TASK DIRECTIONS:
Look through the records and copy each line with the string "lane" in it.

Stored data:
"""

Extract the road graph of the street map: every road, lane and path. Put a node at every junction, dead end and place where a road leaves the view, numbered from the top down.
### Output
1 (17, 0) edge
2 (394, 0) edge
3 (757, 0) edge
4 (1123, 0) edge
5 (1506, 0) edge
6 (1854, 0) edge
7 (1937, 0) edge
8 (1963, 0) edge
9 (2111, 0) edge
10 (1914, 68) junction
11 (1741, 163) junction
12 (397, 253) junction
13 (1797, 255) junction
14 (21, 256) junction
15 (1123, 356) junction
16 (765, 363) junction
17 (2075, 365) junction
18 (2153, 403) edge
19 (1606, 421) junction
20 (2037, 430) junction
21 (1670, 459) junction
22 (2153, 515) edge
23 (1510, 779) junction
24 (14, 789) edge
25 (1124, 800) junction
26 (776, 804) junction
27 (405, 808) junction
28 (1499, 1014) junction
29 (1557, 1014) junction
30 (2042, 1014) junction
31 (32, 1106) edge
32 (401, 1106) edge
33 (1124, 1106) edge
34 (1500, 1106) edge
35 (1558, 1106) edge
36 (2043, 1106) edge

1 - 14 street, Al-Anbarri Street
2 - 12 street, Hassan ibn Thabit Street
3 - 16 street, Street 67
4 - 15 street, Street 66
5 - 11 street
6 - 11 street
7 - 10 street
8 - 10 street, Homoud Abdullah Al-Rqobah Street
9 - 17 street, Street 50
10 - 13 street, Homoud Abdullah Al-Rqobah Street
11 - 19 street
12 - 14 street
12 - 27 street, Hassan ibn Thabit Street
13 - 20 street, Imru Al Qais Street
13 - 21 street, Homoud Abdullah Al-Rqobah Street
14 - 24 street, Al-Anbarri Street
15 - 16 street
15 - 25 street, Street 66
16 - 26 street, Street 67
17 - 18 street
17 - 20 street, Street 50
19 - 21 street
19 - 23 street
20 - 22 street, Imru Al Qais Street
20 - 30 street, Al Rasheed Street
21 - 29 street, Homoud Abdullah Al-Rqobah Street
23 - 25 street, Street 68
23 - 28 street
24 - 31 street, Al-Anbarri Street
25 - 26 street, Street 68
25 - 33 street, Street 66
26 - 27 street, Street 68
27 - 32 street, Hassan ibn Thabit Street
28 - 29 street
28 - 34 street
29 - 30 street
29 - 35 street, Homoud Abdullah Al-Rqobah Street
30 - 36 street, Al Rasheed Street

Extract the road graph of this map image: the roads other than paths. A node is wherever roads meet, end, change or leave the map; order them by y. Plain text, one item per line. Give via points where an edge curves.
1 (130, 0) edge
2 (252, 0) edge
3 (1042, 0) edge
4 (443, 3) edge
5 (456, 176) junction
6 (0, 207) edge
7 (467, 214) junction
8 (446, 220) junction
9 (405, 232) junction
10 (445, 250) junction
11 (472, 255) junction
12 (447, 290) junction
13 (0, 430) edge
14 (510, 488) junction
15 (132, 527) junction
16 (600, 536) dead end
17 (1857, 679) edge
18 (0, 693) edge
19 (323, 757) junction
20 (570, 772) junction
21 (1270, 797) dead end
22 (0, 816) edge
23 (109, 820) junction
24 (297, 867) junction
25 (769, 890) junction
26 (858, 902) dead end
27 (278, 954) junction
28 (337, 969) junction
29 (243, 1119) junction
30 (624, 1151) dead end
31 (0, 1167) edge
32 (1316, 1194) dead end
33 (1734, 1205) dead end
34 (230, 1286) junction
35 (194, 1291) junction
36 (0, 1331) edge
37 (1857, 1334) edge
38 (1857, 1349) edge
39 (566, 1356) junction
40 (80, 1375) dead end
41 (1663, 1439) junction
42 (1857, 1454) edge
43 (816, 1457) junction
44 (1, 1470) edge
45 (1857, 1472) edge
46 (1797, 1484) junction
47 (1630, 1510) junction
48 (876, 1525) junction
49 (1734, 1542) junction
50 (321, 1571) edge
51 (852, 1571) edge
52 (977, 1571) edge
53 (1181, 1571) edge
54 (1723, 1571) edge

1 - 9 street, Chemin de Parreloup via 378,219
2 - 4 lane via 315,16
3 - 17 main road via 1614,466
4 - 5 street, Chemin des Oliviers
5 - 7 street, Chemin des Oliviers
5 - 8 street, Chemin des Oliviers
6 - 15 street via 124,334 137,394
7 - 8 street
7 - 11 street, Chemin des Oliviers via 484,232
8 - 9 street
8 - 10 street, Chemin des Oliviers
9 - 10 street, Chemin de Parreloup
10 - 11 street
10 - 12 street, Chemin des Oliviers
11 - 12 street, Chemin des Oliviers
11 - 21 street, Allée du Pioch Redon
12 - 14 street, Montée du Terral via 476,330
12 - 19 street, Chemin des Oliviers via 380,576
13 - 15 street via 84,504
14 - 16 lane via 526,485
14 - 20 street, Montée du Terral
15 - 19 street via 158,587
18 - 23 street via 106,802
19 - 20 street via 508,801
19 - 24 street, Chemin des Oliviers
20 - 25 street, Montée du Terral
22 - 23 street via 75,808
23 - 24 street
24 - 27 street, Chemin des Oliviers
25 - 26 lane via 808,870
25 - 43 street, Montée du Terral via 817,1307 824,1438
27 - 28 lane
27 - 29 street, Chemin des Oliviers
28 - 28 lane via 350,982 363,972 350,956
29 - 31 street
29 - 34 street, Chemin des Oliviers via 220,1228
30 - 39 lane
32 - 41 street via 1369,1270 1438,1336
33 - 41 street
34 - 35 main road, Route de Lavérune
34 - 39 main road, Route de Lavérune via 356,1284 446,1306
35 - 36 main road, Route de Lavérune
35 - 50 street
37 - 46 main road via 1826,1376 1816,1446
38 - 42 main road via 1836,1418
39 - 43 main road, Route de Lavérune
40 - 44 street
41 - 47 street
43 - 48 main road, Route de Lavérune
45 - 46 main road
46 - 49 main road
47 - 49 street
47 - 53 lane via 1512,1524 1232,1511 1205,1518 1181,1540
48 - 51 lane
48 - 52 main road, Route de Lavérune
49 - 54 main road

"""

EXERCISE SOLUTION:
Extract the road graph of the street map: every road, lane and path. Put a node at every junction, dead end and place where a road leaves the view, numbered from the top down.
2 - 4 lane via 315,16
14 - 16 lane via 526,485
25 - 26 lane via 808,870
27 - 28 lane
28 - 28 lane via 350,982 363,972 350,956
30 - 39 lane
47 - 53 lane via 1512,1524 1232,1511 1205,1518 1181,1540
48 - 51 lane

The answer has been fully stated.